SUNRISE, Fla., Dec. 18, 2008 (GLOBE NEWSWIRE) -- Bioheart, Inc. (Nasdaq:BHRT) and Life Technologies Corporation (Nasdaq:LIFE) have entered into a global distribution and OEM agreement to sell myoblast cell-based research products to life science researchers. Life Technologies will offer Bioheart's myoblast stem cell products to the research community so that they may accelerate the development of myoblast stem cell applications.
Myoblasts, or muscle derived stem cells, have been utilized in more than 7,000 scientific papers and abstracts in a variety of indications from heart failure to muscular dystrophy. In particular, when injected into scar tissue within the heart wall, myoblasts have been shown to be capable of engrafting in the damaged tissue and differentiating into mature skeletal muscle cells. Myoblasts are the only cell which has demonstrated an ability to generate new muscle tissue within the scarred regions of a heart.
The new myoblast products will complement Life Technologies' many reagents that are used to isolate, characterize, expand and differentiate stem cells.
"Partnering with Life Technologies, a global biotechnology company, ensures that myoblasts obtained by our proprietary technology will be available to academic and industrial researchers worldwide and is another step toward becoming a commercial company," said Howard J. Leonhardt, Chairman, CEO and CTO of Bioheart. "This distribution agreement will give us access to the research community and will expand the number of therapeutic applications under development with this type of cell."
About Bioheart, Inc.:
Bioheart, Inc. (Nasdaq:BHRT) is committed to delivering intelligent devices and biologics that help monitor, diagnose and treat heart failure and cardiovascular diseases. Its goals are to improve a patient's quality of life and reduce health care costs and hospitalizations. Specific to biotechnology, Bioheart is focused on the discovery, development and, subject to regulatory approval, commercialization of autologous cell therapies for the treatment of chronic and acute heart damage. Its lead product candidate, MyoCell(r), is an innovative clinical muscle-derived stem cell therapy designed to populate regions of scar tissue within a patient's heart with new living cells for the purpose of improving cardiac function in chronic heart failure patients. The Company's pipeline includes multiple product candidates for the treatment of heart damage, including Bioheart Acute Cell Therapy, an autologous, adipose tissue-derived stem cell treatment for acute heart damage, and MyoCell(r) SDF-1, a therapy utilizing autologous cells that are genetically modified to express additional potentially therapeutic growth proteins. For more information on Bioheart, visit www.bioheartinc.com.

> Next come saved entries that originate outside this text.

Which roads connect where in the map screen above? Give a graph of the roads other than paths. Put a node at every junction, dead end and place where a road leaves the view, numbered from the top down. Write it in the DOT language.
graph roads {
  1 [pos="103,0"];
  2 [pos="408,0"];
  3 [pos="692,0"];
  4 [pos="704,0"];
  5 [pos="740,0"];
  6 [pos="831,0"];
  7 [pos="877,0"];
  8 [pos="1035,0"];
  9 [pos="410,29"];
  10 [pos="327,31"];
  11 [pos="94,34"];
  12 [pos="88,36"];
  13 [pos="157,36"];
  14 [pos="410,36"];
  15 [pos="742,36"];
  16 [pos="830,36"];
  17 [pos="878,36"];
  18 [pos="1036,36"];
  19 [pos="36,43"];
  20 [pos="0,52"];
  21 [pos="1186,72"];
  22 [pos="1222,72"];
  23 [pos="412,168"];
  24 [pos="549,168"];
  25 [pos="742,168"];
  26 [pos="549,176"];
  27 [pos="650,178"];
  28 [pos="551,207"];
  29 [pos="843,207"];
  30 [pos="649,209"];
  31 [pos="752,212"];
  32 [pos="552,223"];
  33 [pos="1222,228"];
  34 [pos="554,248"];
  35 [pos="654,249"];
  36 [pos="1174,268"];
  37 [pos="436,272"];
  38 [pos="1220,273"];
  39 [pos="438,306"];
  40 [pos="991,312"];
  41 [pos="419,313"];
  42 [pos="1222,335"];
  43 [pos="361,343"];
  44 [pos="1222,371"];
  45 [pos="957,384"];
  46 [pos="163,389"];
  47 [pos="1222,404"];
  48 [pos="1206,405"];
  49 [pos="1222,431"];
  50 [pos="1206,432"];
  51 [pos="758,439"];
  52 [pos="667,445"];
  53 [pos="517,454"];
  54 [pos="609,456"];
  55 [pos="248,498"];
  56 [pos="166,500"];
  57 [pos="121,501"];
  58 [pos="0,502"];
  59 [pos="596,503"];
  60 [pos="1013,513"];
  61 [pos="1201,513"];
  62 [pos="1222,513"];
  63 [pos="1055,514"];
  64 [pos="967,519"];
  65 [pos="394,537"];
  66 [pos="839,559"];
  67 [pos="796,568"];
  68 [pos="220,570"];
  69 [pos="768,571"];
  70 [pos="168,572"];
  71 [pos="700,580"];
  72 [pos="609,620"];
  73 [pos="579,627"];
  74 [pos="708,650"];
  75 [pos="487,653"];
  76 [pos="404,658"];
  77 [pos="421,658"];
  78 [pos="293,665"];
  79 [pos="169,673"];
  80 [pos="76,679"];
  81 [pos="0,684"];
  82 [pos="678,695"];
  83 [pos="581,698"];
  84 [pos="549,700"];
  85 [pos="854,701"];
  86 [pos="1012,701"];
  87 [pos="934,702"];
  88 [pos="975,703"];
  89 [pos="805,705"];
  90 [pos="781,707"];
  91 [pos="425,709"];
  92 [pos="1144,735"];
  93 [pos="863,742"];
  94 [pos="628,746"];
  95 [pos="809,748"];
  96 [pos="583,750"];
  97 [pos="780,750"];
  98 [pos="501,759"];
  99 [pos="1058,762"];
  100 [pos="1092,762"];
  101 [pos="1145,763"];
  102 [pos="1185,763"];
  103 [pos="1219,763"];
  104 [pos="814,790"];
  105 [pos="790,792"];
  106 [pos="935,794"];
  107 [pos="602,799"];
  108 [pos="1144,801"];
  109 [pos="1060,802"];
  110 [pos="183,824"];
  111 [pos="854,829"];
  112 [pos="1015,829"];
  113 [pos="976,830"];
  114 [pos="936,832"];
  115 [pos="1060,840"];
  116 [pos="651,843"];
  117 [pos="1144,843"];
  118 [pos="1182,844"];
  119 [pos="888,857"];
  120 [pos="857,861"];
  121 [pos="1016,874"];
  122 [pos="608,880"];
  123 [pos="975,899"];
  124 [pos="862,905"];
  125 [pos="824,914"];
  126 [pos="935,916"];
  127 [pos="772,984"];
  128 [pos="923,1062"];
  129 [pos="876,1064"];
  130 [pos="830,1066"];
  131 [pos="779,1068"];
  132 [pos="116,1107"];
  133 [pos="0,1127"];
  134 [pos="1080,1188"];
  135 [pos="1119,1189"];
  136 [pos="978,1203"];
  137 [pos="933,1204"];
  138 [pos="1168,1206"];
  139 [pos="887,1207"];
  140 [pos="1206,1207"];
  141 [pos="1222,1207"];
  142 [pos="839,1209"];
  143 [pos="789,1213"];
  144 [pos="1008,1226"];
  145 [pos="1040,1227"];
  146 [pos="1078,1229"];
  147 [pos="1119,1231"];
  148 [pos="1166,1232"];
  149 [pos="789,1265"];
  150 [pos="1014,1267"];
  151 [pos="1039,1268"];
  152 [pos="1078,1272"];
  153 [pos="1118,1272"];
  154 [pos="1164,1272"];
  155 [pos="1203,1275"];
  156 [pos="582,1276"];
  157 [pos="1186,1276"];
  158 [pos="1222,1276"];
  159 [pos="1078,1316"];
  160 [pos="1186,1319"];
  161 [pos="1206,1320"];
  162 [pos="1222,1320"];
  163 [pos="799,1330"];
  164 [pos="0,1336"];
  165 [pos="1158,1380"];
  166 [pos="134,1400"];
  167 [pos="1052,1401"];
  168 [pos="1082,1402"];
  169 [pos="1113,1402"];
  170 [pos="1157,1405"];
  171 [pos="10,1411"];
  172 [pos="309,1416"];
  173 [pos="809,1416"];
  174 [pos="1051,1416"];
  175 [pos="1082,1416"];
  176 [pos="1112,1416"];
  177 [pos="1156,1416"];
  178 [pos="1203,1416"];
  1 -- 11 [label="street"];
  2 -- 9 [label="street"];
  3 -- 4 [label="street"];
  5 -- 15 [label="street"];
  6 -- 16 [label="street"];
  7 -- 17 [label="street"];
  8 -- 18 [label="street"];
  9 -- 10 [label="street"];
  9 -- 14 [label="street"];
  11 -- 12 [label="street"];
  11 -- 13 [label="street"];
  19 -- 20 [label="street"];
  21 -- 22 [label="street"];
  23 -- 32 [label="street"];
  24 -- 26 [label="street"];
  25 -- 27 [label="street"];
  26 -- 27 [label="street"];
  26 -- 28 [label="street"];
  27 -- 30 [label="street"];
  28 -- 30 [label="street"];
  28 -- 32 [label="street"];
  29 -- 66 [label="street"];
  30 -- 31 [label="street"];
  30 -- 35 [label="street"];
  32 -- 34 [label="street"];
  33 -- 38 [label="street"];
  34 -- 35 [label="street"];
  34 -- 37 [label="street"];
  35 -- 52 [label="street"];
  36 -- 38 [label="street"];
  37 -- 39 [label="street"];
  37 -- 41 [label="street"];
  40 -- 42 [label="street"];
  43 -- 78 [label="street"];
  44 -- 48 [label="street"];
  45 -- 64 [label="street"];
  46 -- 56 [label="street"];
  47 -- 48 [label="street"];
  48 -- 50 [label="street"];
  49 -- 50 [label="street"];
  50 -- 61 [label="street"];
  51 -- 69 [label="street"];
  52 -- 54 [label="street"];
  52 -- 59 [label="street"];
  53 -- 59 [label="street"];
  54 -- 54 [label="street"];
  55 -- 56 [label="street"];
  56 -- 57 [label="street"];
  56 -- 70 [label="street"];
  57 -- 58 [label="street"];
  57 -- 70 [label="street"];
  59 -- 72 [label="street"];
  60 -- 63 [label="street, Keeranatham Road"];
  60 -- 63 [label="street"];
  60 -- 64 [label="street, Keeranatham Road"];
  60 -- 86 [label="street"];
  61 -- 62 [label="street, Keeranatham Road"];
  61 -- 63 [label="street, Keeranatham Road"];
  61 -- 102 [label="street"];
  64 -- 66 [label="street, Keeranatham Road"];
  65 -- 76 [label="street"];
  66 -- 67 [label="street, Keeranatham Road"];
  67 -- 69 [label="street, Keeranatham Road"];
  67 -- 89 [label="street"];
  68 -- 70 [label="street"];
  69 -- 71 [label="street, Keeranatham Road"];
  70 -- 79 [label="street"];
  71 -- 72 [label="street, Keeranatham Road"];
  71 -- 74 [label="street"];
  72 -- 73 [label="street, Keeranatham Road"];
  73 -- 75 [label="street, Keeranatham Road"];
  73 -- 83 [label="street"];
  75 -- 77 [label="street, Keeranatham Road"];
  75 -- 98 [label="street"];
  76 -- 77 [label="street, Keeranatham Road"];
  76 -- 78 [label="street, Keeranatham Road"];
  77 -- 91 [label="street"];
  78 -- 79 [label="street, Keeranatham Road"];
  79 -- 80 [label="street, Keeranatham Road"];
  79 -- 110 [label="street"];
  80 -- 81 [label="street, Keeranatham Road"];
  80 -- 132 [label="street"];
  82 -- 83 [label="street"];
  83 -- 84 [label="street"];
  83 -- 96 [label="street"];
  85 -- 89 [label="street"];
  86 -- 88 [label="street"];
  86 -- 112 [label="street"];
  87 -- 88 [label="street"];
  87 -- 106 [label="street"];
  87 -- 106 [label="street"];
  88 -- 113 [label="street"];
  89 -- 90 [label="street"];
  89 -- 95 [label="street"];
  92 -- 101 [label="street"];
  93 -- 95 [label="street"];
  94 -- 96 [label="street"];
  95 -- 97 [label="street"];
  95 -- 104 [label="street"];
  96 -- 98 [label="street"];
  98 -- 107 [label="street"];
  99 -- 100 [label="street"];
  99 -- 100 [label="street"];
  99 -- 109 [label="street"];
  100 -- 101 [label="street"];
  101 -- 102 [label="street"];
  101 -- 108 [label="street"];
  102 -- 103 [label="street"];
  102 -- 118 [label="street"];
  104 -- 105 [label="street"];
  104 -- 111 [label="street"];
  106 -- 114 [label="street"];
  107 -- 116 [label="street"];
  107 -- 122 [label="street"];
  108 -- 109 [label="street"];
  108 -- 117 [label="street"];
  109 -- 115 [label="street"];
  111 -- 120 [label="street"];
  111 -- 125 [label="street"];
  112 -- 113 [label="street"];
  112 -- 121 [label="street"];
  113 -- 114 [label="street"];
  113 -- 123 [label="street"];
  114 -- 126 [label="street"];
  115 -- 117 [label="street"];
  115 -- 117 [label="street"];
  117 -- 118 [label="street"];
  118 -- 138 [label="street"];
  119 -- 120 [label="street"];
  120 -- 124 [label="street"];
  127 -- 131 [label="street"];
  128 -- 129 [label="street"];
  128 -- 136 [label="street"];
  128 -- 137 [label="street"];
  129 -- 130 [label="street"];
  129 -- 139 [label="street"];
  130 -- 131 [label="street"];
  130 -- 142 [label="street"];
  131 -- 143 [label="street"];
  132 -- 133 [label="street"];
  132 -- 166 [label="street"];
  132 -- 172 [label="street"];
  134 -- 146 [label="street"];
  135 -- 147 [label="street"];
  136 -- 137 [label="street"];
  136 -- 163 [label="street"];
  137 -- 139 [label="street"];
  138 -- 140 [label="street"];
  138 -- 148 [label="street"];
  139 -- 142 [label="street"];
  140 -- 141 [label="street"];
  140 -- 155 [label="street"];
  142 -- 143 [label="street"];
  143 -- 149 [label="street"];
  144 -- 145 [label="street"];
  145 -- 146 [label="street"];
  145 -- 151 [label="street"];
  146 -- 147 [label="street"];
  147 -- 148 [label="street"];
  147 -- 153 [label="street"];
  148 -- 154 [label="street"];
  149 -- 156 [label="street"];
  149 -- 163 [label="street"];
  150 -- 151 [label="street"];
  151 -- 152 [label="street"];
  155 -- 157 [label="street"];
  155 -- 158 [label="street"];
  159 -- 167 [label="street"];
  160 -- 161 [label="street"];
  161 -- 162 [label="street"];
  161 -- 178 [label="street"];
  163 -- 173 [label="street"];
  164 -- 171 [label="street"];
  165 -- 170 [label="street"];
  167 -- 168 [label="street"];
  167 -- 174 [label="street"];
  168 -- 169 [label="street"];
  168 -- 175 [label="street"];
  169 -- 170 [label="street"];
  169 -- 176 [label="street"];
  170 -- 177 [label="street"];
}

Forward-Looking Statements:
Except for historical matters contained herein, statements made in this press release are forward-looking and are made pursuant to the safe harbor provisions of the Private Securities Litigation Reform Act of 1995. Without limiting the generality of the foregoing, words such as "may", "will", "to", "plan", "expect", "believe", "anticipate", "intend", "could", "would", "estimate", or "continue" or the negative other variations thereof or comparable terminology are intended to identify forward-looking statements.
Investors and others are cautioned that a variety of factors, including certain risks, may affect our business and cause actual results to differ materially from those set forth in the forward-looking statements. These risk factors include, without limitation, (i) our ability to obtain additional financing; (ii) our ability to control and reduce our expenses; (iii) our ability to establish a distribution network for and commence distribution of certain products for which we have acquired distribution rights; (iv) our ability to timely and successfully complete our clinical trials; (v) the occurrence of any unacceptable side effects during or after preclinical and clinical testing of our product candidates; (vi) the timing of and our ability to obtain and maintain regulatory approvals for our product candidates; (vii) our dependence on the success of our lead product candidate; (viii) our inability to predict the extent of our future losses or if or when we will become profitable; (ix) our ability to protect our intellectual property rights; and (x) intense competition. The Company is also subject to the risks and uncertainties described in its filings with the Securities and Exchange Commission, including the section entitled "Risk Factors" in its Annual Report on Form 10-K for the year ended December 31, 2007, as amended by Amendment No. 1 on Form 10-K/A and its Quarterly Reports on Form 10-Q for the quarters ended March 31, 2008, June 30, 2008 and September 30, 2008.